* _WHAT THE TASK REQUIRES_
Leave the pictures out while you restate every entry below word for word.

----- EXCERPTED DATA

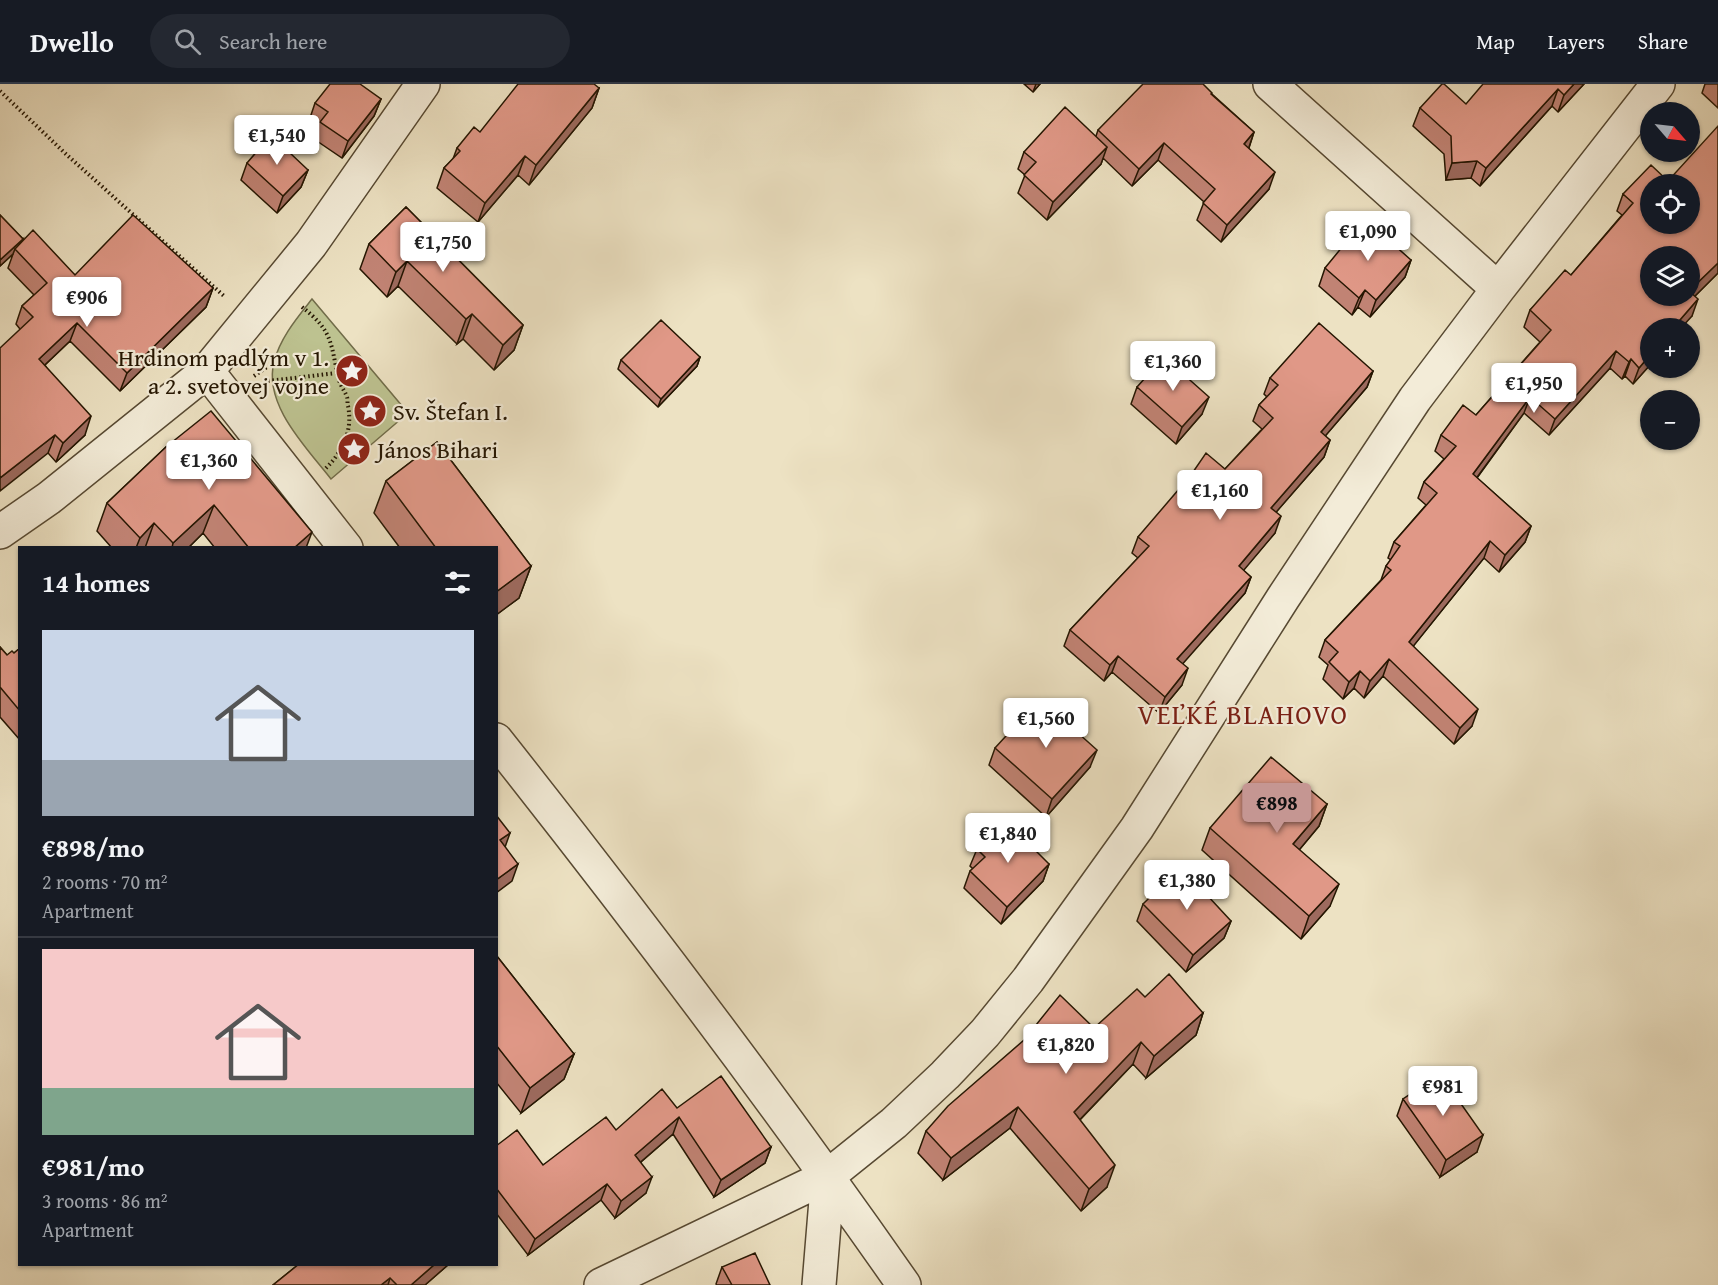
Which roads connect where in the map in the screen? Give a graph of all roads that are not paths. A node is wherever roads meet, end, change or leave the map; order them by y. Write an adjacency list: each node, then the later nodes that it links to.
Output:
1 (423, 84): 5 (street)
2 (1270, 84): 4 (street)
3 (1658, 84): 4 (street)
4 (1498, 289): 9 (street)
5 (207, 371): 6 (street); 7 (street)
6 (0, 532)
7 (343, 546)
8 (498, 743): 9 (street)
9 (828, 1176): 10 (street); 11 (street); 12 (street)
10 (601, 1285)
11 (819, 1285)
12 (904, 1285)

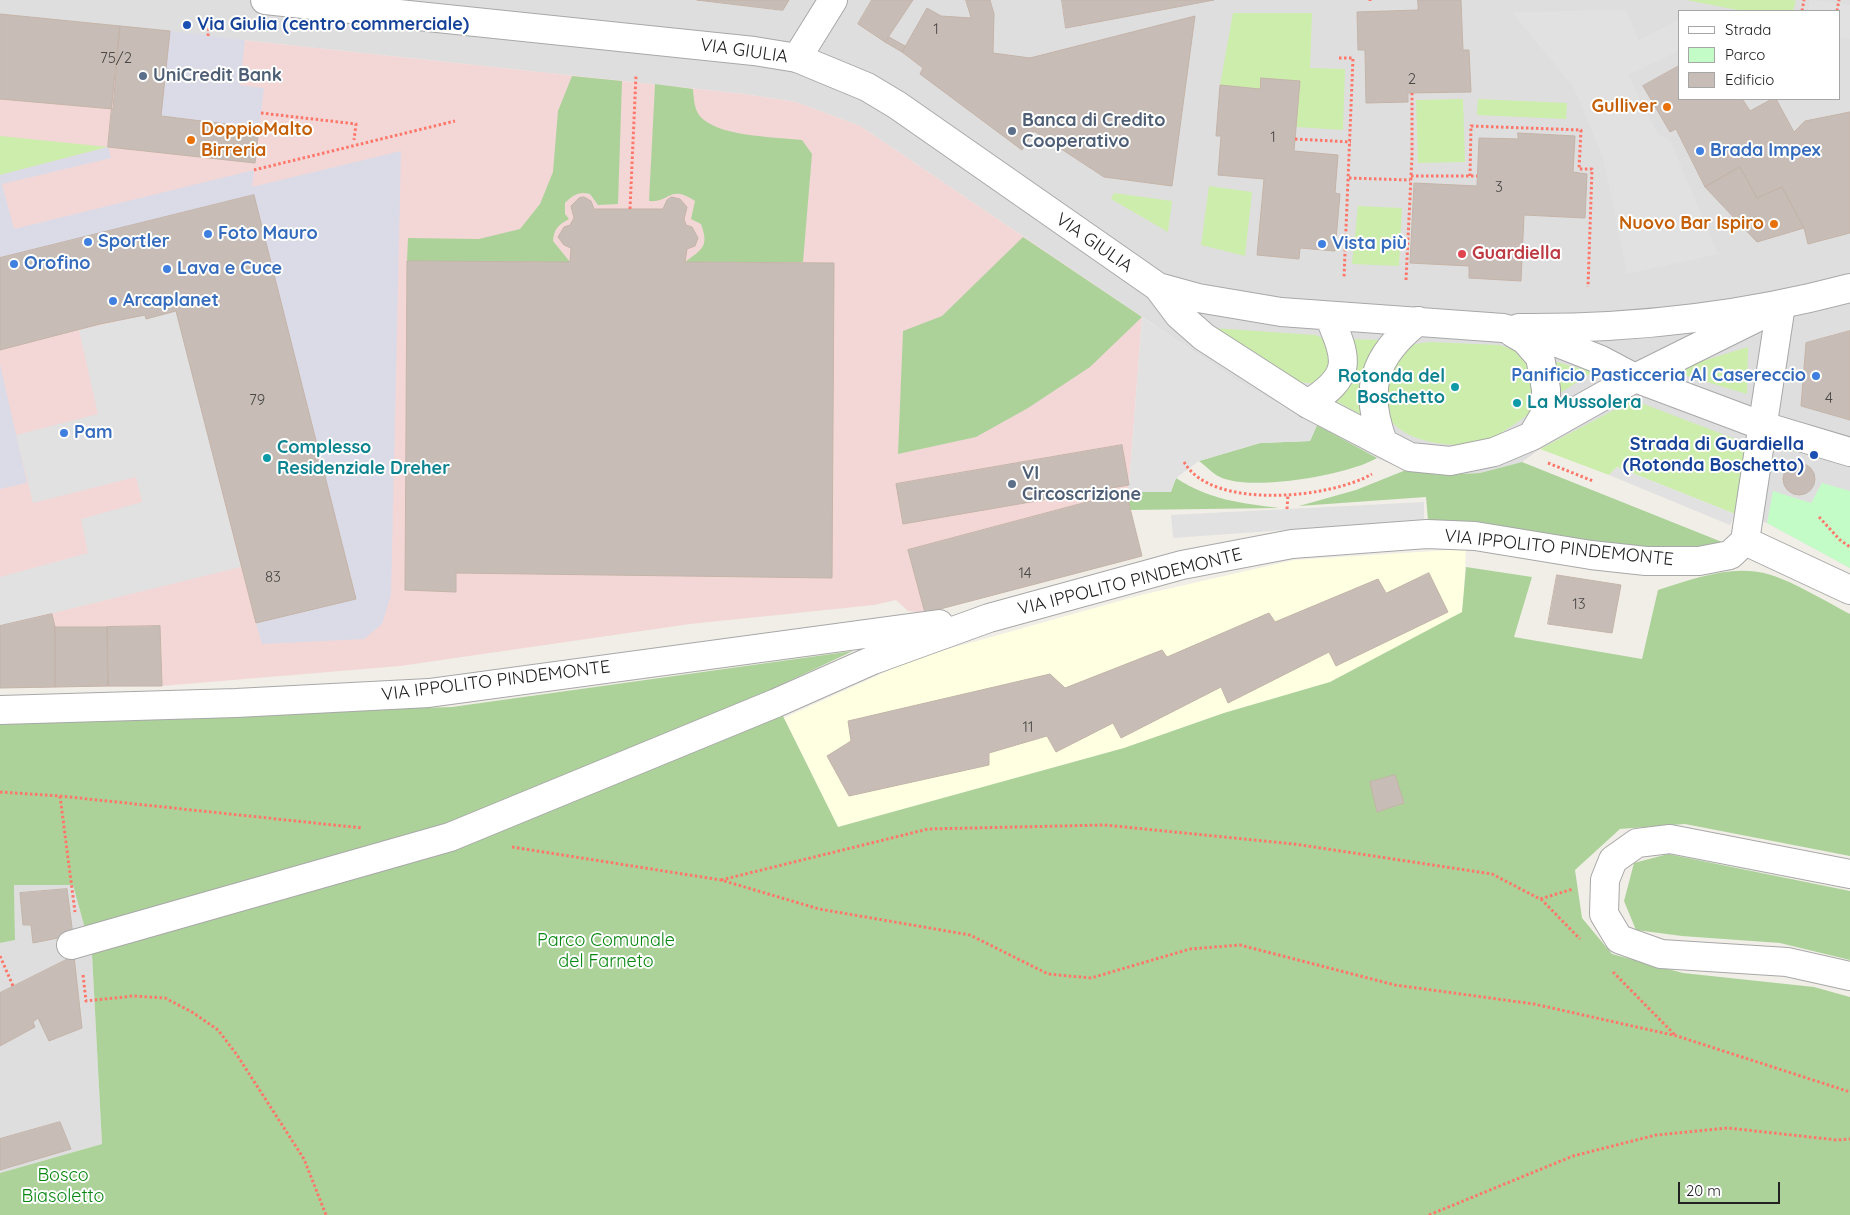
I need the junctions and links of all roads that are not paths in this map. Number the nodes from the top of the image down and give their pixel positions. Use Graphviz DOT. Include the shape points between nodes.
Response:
graph roads {
  1 [pos="265,0"];
  2 [pos="834,0"];
  3 [pos="797,58"];
  4 [pos="1158,287"];
  5 [pos="1850,288"];
  6 [pos="1782,305"];
  7 [pos="1329,316"];
  8 [pos="1418,321"];
  9 [pos="1503,328"];
  10 [pos="1635,378"];
  11 [pos="1308,404"];
  12 [pos="1763,426"];
  13 [pos="1383,442"];
  14 [pos="1536,448"];
  15 [pos="1850,452"];
  16 [pos="1745,541"];
  17 [pos="1850,590"];
  18 [pos="989,618"];
  19 [pos="0,710"];
  20 [pos="1850,874"];
  21 [pos="71,945"];
  22 [pos="1850,976"];
  1 -- 3 [label="street, VIA GIULIA" via="712,46"];
  2 -- 3 [label="street"];
  3 -- 4 [label="street, VIA GIULIA" via="867,87 897,106"];
  4 -- 7 [label="street" via="1198,298 1281,312"];
  4 -- 11 [label="street" via="1179,314 1204,337"];
  5 -- 6 [label="street"];
  6 -- 9 [label="street" via="1621,326"];
  6 -- 10 [label="street"];
  6 -- 12 [label="street"];
  7 -- 8 [label="street"];
  7 -- 11 [label="street" via="1344,362 1339,379"];
  8 -- 9 [label="street"];
  8 -- 13 [label="street" via="1384,355 1373,379 1374,418"];
  9 -- 10 [label="street" via="1558,343"];
  9 -- 14 [label="street" via="1525,340 1540,358 1546,389 1546,412"];
  10 -- 12 [label="street"];
  10 -- 14 [label="street"];
  11 -- 13 [label="street"];
  12 -- 15 [label="street"];
  12 -- 16 [label="street"];
  13 -- 14 [label="street" via="1410,457 1450,461"];
  16 -- 17 [label="street"];
  16 -- 18 [label="street, VIA IPPOLITO PINDEMONTE" via="1730,554 1699,561 1646,561 1592,555 1475,536 1427,534 1292,544 1182,565"];
  18 -- 19 [label="street, VIA IPPOLITO PINDEMONTE" via="429,692 236,703"];
  18 -- 21 [label="street, VIA IPPOLITO PINDEMONTE" via="873,660 450,838"];
  20 -- 22 [label="street" via="1670,839 1637,843 1613,860 1605,880 1604,914 1619,939 1661,954 1787,962"];
}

----------

* _EXERCISE SOLUTION_
Which roads connect where in the map in the screen? Give a graph of all roads that are not paths. A node is wherever roads meet, end, change or leave the map; order them by y. Write an adjacency list: each node, then the later nodes that it links to.
Output:
1 (423, 84): 5 (street)
2 (1270, 84): 4 (street)
3 (1658, 84): 4 (street)
4 (1498, 289): 9 (street)
5 (207, 371): 6 (street); 7 (street)
6 (0, 532)
7 (343, 546)
8 (498, 743): 9 (street)
9 (828, 1176): 10 (street); 11 (street); 12 (street)
10 (601, 1285)
11 (819, 1285)
12 (904, 1285)

I need the junctions and links of all roads that are not paths in this map. Number the nodes from the top of the image down and give their pixel positions. Use Graphviz DOT. Include the shape points between nodes.
Response:
graph roads {
  1 [pos="265,0"];
  2 [pos="834,0"];
  3 [pos="797,58"];
  4 [pos="1158,287"];
  5 [pos="1850,288"];
  6 [pos="1782,305"];
  7 [pos="1329,316"];
  8 [pos="1418,321"];
  9 [pos="1503,328"];
  10 [pos="1635,378"];
  11 [pos="1308,404"];
  12 [pos="1763,426"];
  13 [pos="1383,442"];
  14 [pos="1536,448"];
  15 [pos="1850,452"];
  16 [pos="1745,541"];
  17 [pos="1850,590"];
  18 [pos="989,618"];
  19 [pos="0,710"];
  20 [pos="1850,874"];
  21 [pos="71,945"];
  22 [pos="1850,976"];
  1 -- 3 [label="street, VIA GIULIA" via="712,46"];
  2 -- 3 [label="street"];
  3 -- 4 [label="street, VIA GIULIA" via="867,87 897,106"];
  4 -- 7 [label="street" via="1198,298 1281,312"];
  4 -- 11 [label="street" via="1179,314 1204,337"];
  5 -- 6 [label="street"];
  6 -- 9 [label="street" via="1621,326"];
  6 -- 10 [label="street"];
  6 -- 12 [label="street"];
  7 -- 8 [label="street"];
  7 -- 11 [label="street" via="1344,362 1339,379"];
  8 -- 9 [label="street"];
  8 -- 13 [label="street" via="1384,355 1373,379 1374,418"];
  9 -- 10 [label="street" via="1558,343"];
  9 -- 14 [label="street" via="1525,340 1540,358 1546,389 1546,412"];
  10 -- 12 [label="street"];
  10 -- 14 [label="street"];
  11 -- 13 [label="street"];
  12 -- 15 [label="street"];
  12 -- 16 [label="street"];
  13 -- 14 [label="street" via="1410,457 1450,461"];
  16 -- 17 [label="street"];
  16 -- 18 [label="street, VIA IPPOLITO PINDEMONTE" via="1730,554 1699,561 1646,561 1592,555 1475,536 1427,534 1292,544 1182,565"];
  18 -- 19 [label="street, VIA IPPOLITO PINDEMONTE" via="429,692 236,703"];
  18 -- 21 [label="street, VIA IPPOLITO PINDEMONTE" via="873,660 450,838"];
  20 -- 22 [label="street" via="1670,839 1637,843 1613,860 1605,880 1604,914 1619,939 1661,954 1787,962"];
}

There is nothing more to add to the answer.